WORK TASK :: Only the text of the records belongs in the answer, copied exactly and without pictures.

(Records from a data collection)
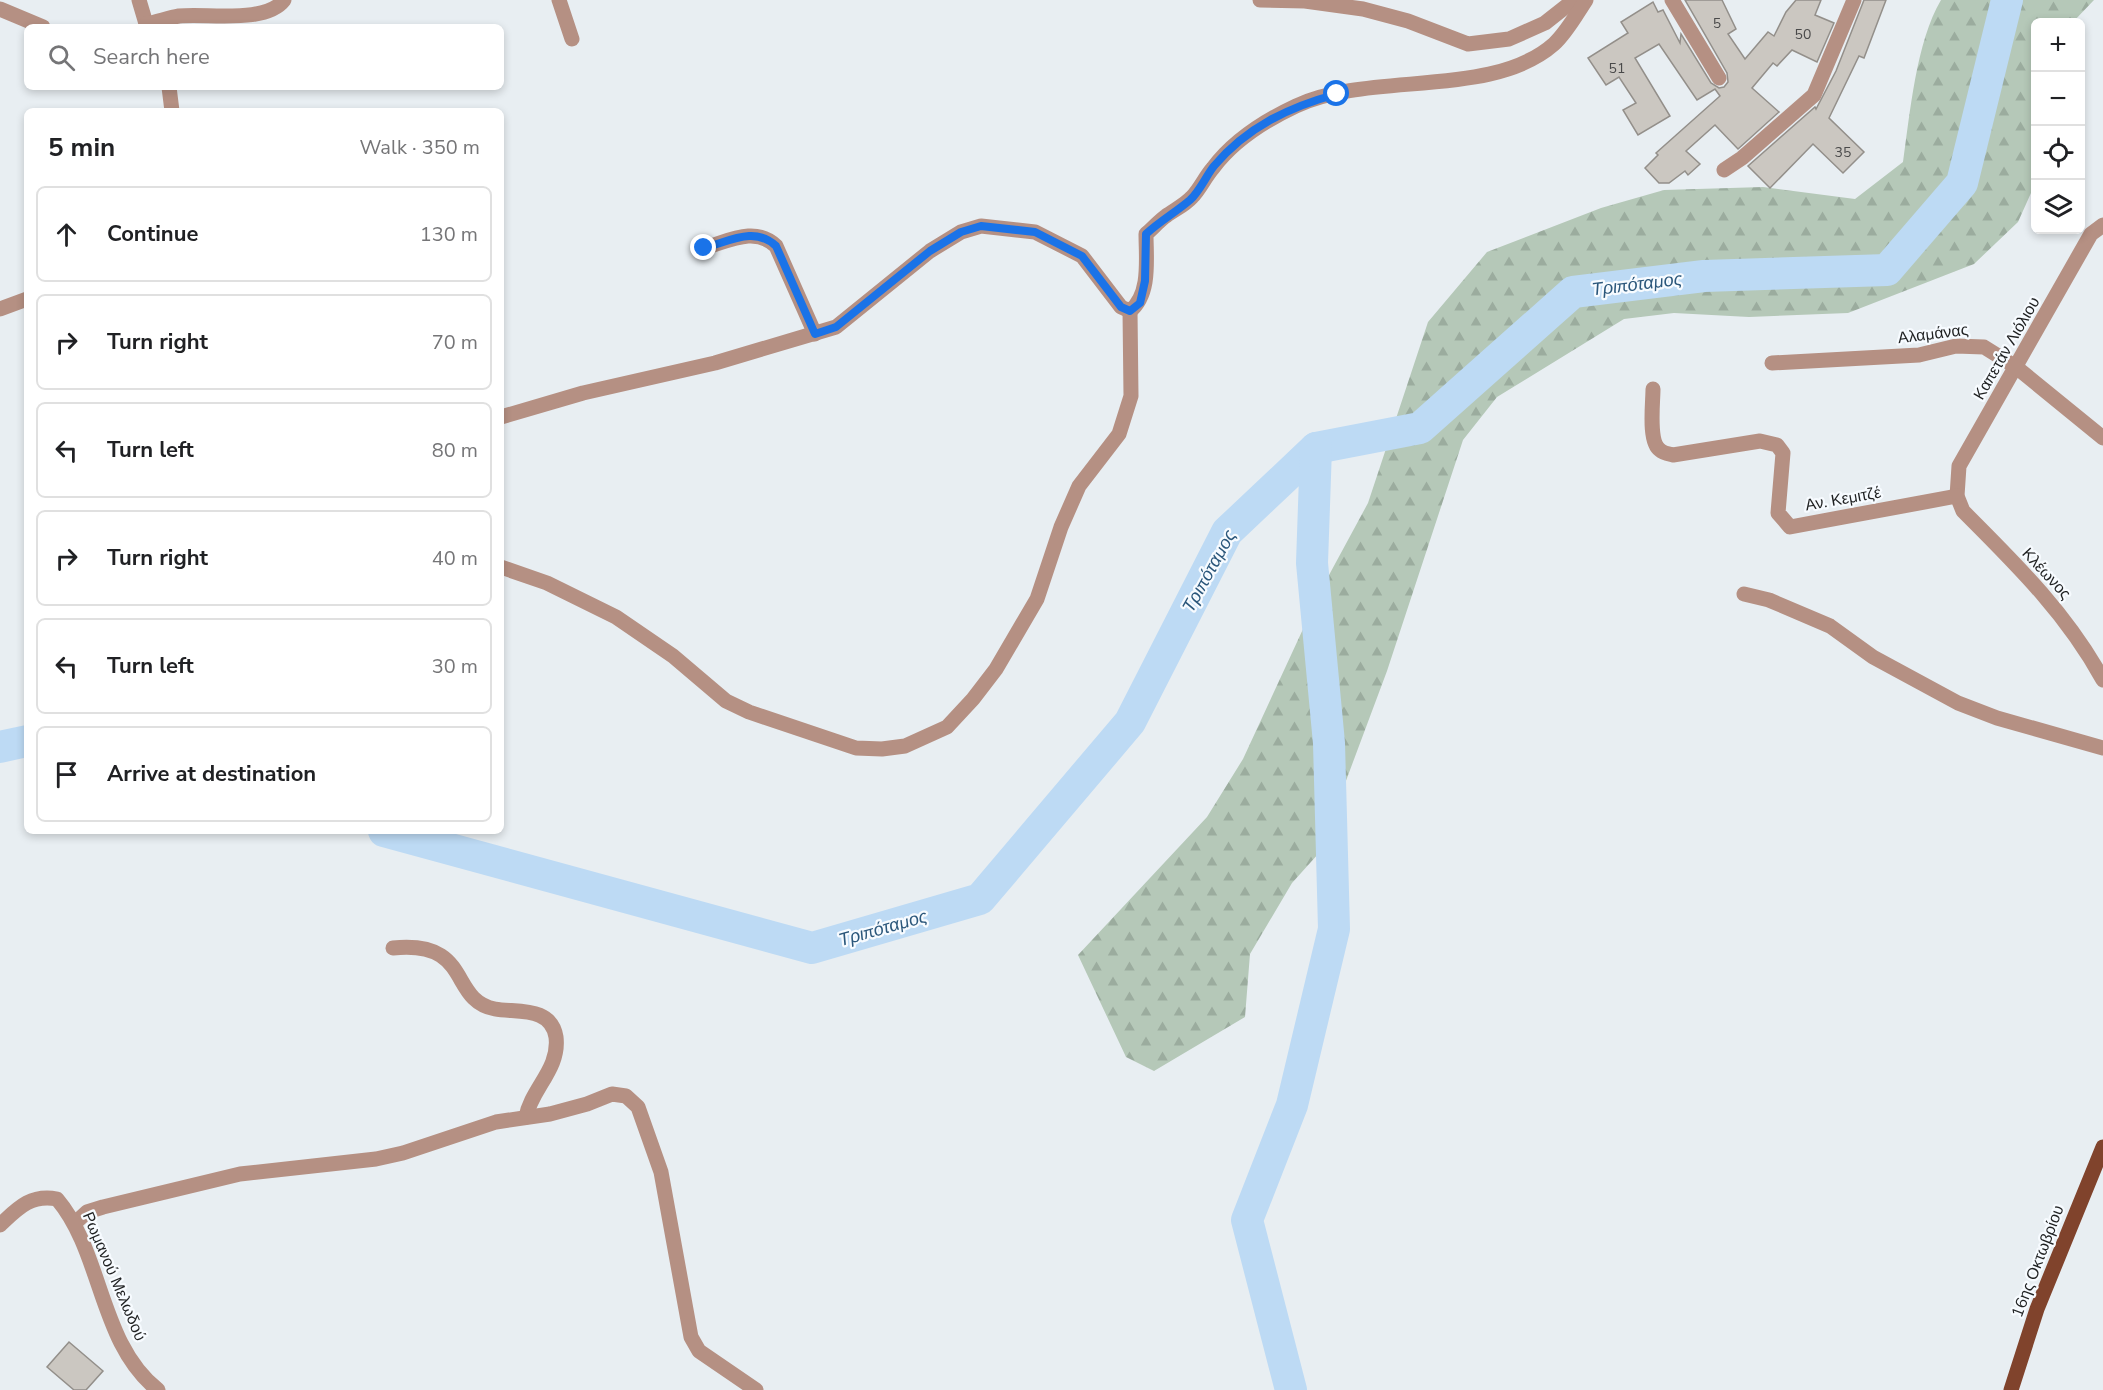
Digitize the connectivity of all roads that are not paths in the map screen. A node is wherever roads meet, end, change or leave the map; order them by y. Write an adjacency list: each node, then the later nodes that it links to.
1 (139, 0): 11 (street)
2 (284, 0): 12 (street)
3 (559, 0): 13 (street)
4 (1260, 0): 5 (street)
5 (1574, 0)
6 (1586, 0): 22 (street)
7 (1672, 0): 14 (street)
8 (1854, 0): 17 (street)
9 (0, 9): 10 (street)
10 (36, 24)
11 (146, 24)
12 (153, 24)
13 (572, 39)
14 (1719, 78)
15 (169, 90): 16 (street)
16 (172, 108)
17 (1724, 170)
18 (2103, 225): 25 (street, Καπετάν Λιόλιου)
19 (704, 248): 23 (street)
20 (24, 300): 21 (street)
21 (0, 309)
22 (1130, 311): 23 (street); 30 (street)
23 (815, 334): 27 (street)
24 (1772, 363): 25 (street, Αλαμάνας)
25 (2016, 367): 28 (street, Αλαμάνας); 29 (street, Καπετάν Λιόλιου)
26 (1653, 389): 29 (street, Αν. Κεμιτζέ)
27 (504, 416)
28 (2103, 438)
29 (1957, 496): 32 (street, Κλέωνος)
30 (504, 568)
31 (1744, 594): 33 (street)
32 (2103, 680)
33 (2103, 748)
34 (393, 948): 35 (street)
35 (526, 1117): 37 (street); 40 (street)
36 (2103, 1147): 41 (main road, 16ης Οκτωβρίου)
37 (75, 1223): 38 (street, Ρωμανού Μελωδού); 39 (street, Ρωμανού Μελωδού)
38 (0, 1225)
39 (158, 1390)
40 (756, 1390)
41 (2011, 1390)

ANSWER ::
Digitize the connectivity of all roads that are not paths in the map screen. A node is wherever roads meet, end, change or leave the map; order them by y. Write an adjacency list: each node, then the later nodes that it links to.
1 (139, 0): 11 (street)
2 (284, 0): 12 (street)
3 (559, 0): 13 (street)
4 (1260, 0): 5 (street)
5 (1574, 0)
6 (1586, 0): 22 (street)
7 (1672, 0): 14 (street)
8 (1854, 0): 17 (street)
9 (0, 9): 10 (street)
10 (36, 24)
11 (146, 24)
12 (153, 24)
13 (572, 39)
14 (1719, 78)
15 (169, 90): 16 (street)
16 (172, 108)
17 (1724, 170)
18 (2103, 225): 25 (street, Καπετάν Λιόλιου)
19 (704, 248): 23 (street)
20 (24, 300): 21 (street)
21 (0, 309)
22 (1130, 311): 23 (street); 30 (street)
23 (815, 334): 27 (street)
24 (1772, 363): 25 (street, Αλαμάνας)
25 (2016, 367): 28 (street, Αλαμάνας); 29 (street, Καπετάν Λιόλιου)
26 (1653, 389): 29 (street, Αν. Κεμιτζέ)
27 (504, 416)
28 (2103, 438)
29 (1957, 496): 32 (street, Κλέωνος)
30 (504, 568)
31 (1744, 594): 33 (street)
32 (2103, 680)
33 (2103, 748)
34 (393, 948): 35 (street)
35 (526, 1117): 37 (street); 40 (street)
36 (2103, 1147): 41 (main road, 16ης Οκτωβρίου)
37 (75, 1223): 38 (street, Ρωμανού Μελωδού); 39 (street, Ρωμανού Μελωδού)
38 (0, 1225)
39 (158, 1390)
40 (756, 1390)
41 (2011, 1390)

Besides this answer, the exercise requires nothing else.